Autonomous cars are going to bring to a head some interesting ethical issues — including the idea that people agree broadly on ethical concerns, but tend to differ — a lot — when it comes to specific circumstances.

With human drivers, we sort of give this a pass. In the heat of the moment, if a person makes the wrong decision then we tend to forgive them. We know that people make mistakes, make erroneous snap judgments. If I swerve to avoid the dog in the road that I see, but don't realize I'm turning into a couple of children, or off of a cliff, people will tut-tut, feel sorry for me, but not ascribe any particular malice or ethical flaw.

But if a computer driving a car does that, or decides that going over the cliff (killing the driver) is better than hitting a kid in the road, or that swerving to avoid a kid is okay even if it kills an elderly person — or any other such permutation — then people are going to get into some very sharp arguments (and law suits) over those rules.

It's going to be fascinating to watch — but not much fun to be involved in.

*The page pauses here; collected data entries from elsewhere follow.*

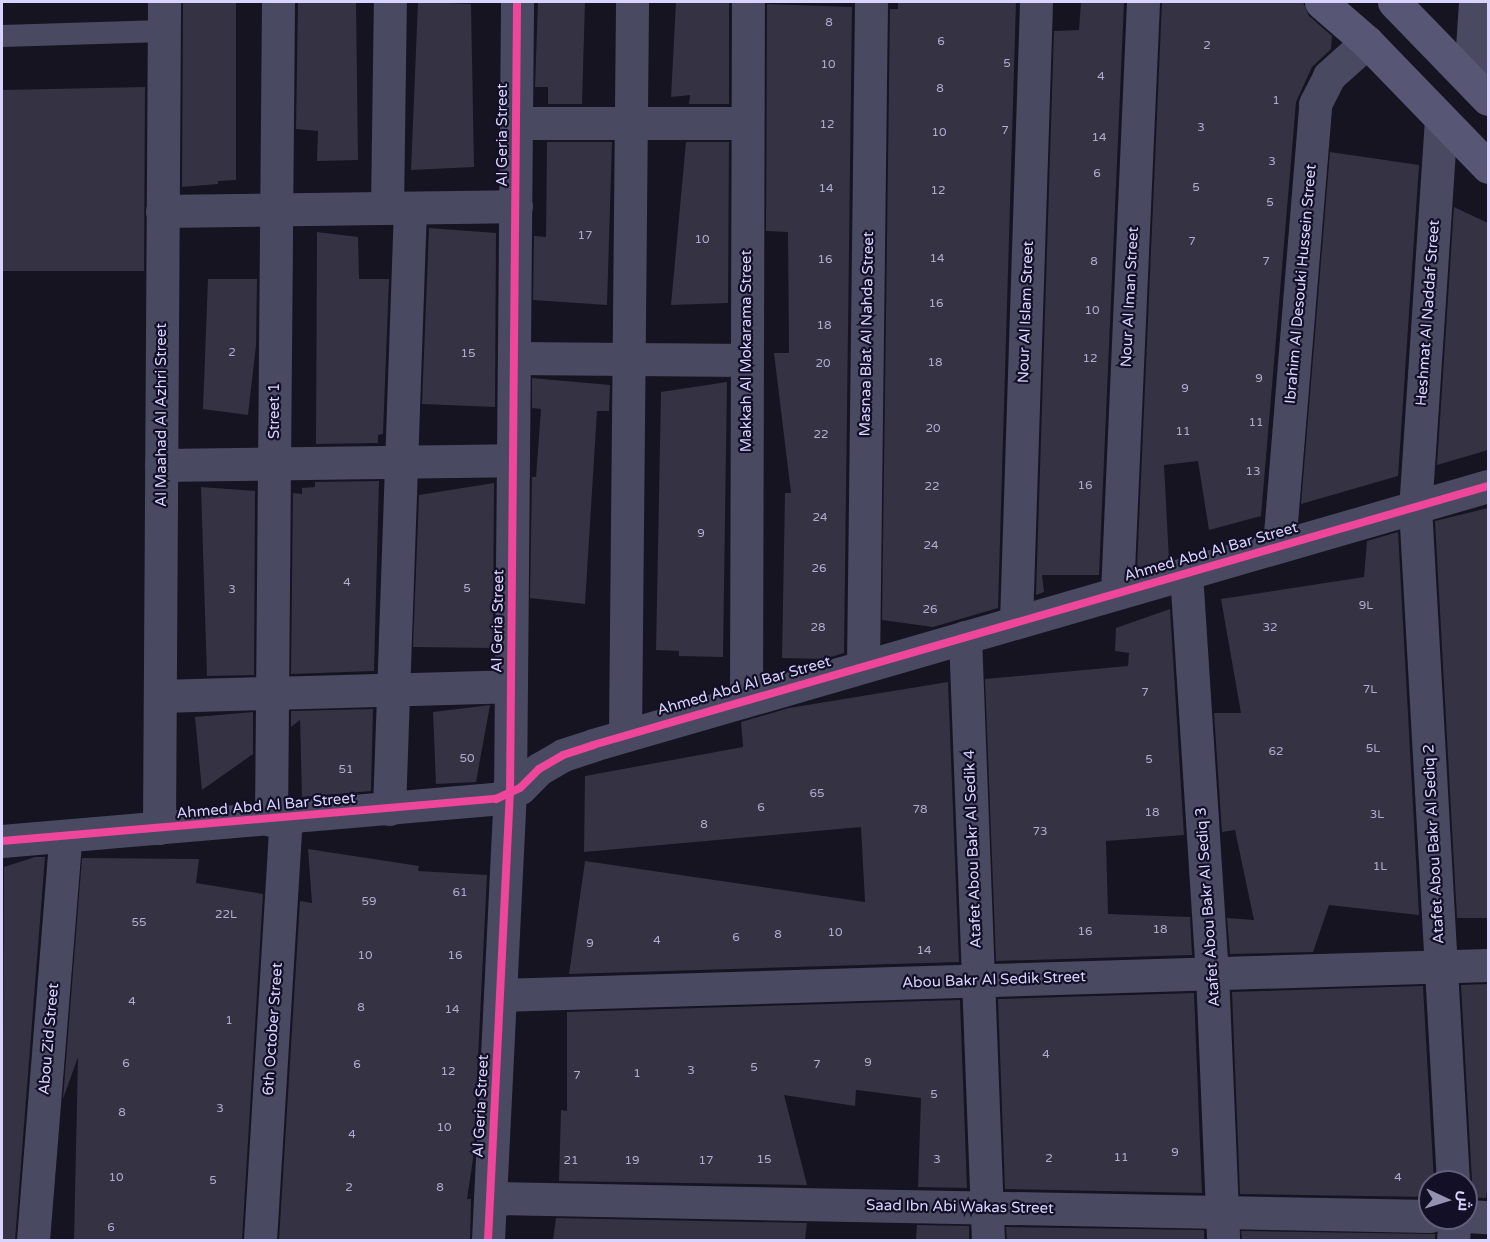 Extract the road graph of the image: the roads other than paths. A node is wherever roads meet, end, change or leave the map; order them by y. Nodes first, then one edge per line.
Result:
1 (278, 2) edge
2 (390, 2) edge
3 (518, 2) edge
4 (632, 2) edge
5 (748, 2) edge
6 (871, 2) edge
7 (1036, 2) edge
8 (1143, 2) edge
9 (1321, 2) edge
10 (1394, 2) edge
11 (1475, 2) edge
12 (163, 16) edge
13 (2, 36) edge
14 (1367, 42) junction
15 (1479, 88) edge
16 (1441, 119) junction
17 (516, 123) junction
18 (631, 123) junction
19 (747, 123) junction
20 (1488, 167) edge
21 (516, 207) junction
22 (398, 208) junction
23 (276, 210) junction
24 (162, 211) junction
25 (514, 358) junction
26 (629, 359) junction
27 (747, 360) junction
28 (513, 460) junction
29 (401, 461) junction
30 (274, 463) junction
31 (161, 465) junction
32 (1488, 486) edge
33 (1415, 507) junction
34 (1279, 546) junction
35 (1186, 573) junction
36 (1117, 593) junction
37 (1016, 622) junction
38 (965, 637) junction
39 (863, 666) junction
40 (511, 686) junction
41 (392, 690) junction
42 (272, 693) junction
43 (160, 696) junction
44 (746, 700) junction
45 (625, 735) junction
46 (510, 794) junction
47 (389, 809) junction
48 (279, 819) junction
49 (159, 828) junction
50 (65, 838) junction
51 (2, 841) edge
52 (1488, 965) edge
53 (1441, 966) junction
54 (1212, 973) junction
55 (978, 981) junction
56 (500, 995) junction
57 (1452, 1170) edge
58 (490, 1198) junction
59 (987, 1207) junction
60 (1418, 1216) edge
61 (1223, 1226) edge
62 (33, 1240) edge
63 (260, 1240) edge
64 (488, 1240) edge
65 (988, 1240) edge

1 - 23 street, Street 1
2 - 22 street
3 - 17 street, Al Geria Street
4 - 18 street
5 - 19 street, Makkah Al Mokarama Street
6 - 39 street, Masnaa Blat Al Nahda Street
7 - 37 street, Nour Al Islam Street
8 - 36 street, Nour Al Iman Street
9 - 14 main road
10 - 15 main road
11 - 15 street
12 - 13 lane
12 - 24 street, Al Maahad Al Azhri Street
14 - 16 main road
14 - 34 street, Ibrahim Al Desouki Hussein Street
16 - 20 main road
16 - 33 street, Heshmat Al Naddaf Street
17 - 18 street
17 - 21 street, Al Geria Street
18 - 19 street
18 - 26 street
19 - 27 street, Makkah Al Mokarama Street
21 - 22 street
21 - 25 street, Al Geria Street
22 - 23 street
22 - 29 street
23 - 24 street
23 - 30 street, Street 1
24 - 31 street, Al Maahad Al Azhri Street
25 - 26 street
25 - 28 street, Al Geria Street
26 - 27 street
26 - 45 street
27 - 44 street, Makkah Al Mokarama Street
28 - 29 street
28 - 40 street, Al Geria Street
29 - 30 street
29 - 41 street
30 - 31 street
30 - 42 street, Street 1
31 - 43 street, Al Maahad Al Azhri Street
32 - 33 street, Ahmed Abd Al Bar Street
33 - 34 street, Ahmed Abd Al Bar Street
33 - 53 street, Atafet Abou Bakr Al Sediq 2
34 - 35 street, Ahmed Abd Al Bar Street
35 - 36 street, Ahmed Abd Al Bar Street
35 - 54 street, Atafet Abou Bakr Al Sediq 3
36 - 37 street, Ahmed Abd Al Bar Street
37 - 38 street, Ahmed Abd Al Bar Street
38 - 39 street, Ahmed Abd Al Bar Street
38 - 55 street, Atafet Abou Bakr Al Sedik 4
39 - 44 street, Ahmed Abd Al Bar Street
40 - 41 street
40 - 46 street, Al Geria Street
41 - 42 street
41 - 47 street
42 - 43 street
42 - 48 street, Street 1
43 - 49 street, Al Maahad Al Azhri Street
44 - 45 street, Ahmed Abd Al Bar Street
45 - 46 street, Ahmed Abd Al Bar Street
46 - 47 street, Ahmed Abd Al Bar Street
46 - 56 street, Al Geria Street
47 - 48 street, Ahmed Abd Al Bar Street
48 - 49 street, Ahmed Abd Al Bar Street
48 - 63 street, 6th October Street
49 - 50 street, Ahmed Abd Al Bar Street
50 - 51 street, Ahmed Abd Al Bar Street
50 - 62 street, Abou Zid Street
52 - 53 street, Abou Bakr Al Sedik Street
53 - 54 street, Abou Bakr Al Sedik Street
53 - 57 street, Atafet Abou Bakr Al Sediq 2
54 - 55 street, Abou Bakr Al Sedik Street
54 - 61 street, Atafet Abou Bakr Al Sediq 3
55 - 56 street, Abou Bakr Al Sedik Street
55 - 59 street, Atafet Abou Bakr Al Sedik 4
56 - 58 street, Al Geria Street
58 - 59 street, Saad Ibn Abi Wakas Street
58 - 64 street, Al Geria Street
59 - 61 street, Saad Ibn Abi Wakas Street
59 - 65 street, Atafet Abou Bakr Al Sedik 4
60 - 61 street, Saad Ibn Abi Wakas Street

Of Cats And Cliffs: The Ethical Dilemmas Of The Driverless Car
We make decisions every day based on risk – perhaps running across a road to catch a bus if the road is quiet, but not if it’s busy. Sometimes these decisions must be made in an instant, in the face of dire circumstances: a child runs out in front of your car, but there are other dangers to either side, say a cat and a cliff. How do you decide? Do you risk your own safety to protect that of others?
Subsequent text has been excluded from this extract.